Dataset records:
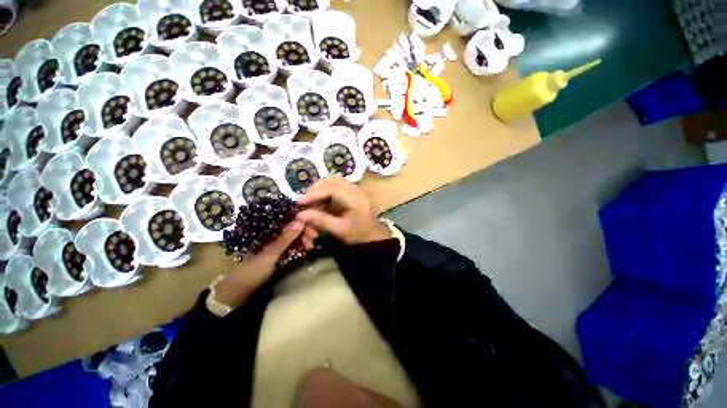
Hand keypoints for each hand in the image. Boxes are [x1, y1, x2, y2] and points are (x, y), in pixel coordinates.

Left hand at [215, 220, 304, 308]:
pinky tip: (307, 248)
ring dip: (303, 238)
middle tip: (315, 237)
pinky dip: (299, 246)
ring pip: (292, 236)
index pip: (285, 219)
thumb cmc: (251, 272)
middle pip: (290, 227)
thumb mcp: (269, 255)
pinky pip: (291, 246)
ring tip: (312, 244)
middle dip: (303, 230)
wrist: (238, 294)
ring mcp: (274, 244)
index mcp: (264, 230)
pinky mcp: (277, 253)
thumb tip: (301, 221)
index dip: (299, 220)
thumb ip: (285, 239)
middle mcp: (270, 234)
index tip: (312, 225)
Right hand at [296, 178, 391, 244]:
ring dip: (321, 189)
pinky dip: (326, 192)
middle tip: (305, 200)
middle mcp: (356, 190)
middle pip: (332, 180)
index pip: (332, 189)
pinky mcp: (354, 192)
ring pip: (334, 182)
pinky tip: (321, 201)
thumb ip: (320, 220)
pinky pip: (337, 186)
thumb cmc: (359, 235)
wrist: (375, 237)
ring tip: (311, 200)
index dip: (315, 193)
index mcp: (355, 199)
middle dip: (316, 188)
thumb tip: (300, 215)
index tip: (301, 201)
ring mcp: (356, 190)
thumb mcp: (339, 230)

* * *

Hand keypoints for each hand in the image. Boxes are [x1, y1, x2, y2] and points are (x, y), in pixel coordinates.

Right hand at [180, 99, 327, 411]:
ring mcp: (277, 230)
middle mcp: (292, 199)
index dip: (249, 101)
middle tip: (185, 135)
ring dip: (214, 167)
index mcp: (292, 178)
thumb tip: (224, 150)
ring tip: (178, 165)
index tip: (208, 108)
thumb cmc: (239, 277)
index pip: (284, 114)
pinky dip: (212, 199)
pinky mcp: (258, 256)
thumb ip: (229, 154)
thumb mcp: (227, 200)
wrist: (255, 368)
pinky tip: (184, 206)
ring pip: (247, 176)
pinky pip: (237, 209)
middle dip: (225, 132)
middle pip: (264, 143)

To do:
Lines to set down from above: the line with "index dip: (315, 193)", the line with "thumb mcp: (339, 230)", and every line between, each exactly as written.

Result of this task:
index dip: (315, 193)
index mcp: (355, 199)
middle dip: (316, 188)
thumb tip: (300, 215)
index tip: (301, 201)
ring mcp: (356, 190)
thumb mcp: (339, 230)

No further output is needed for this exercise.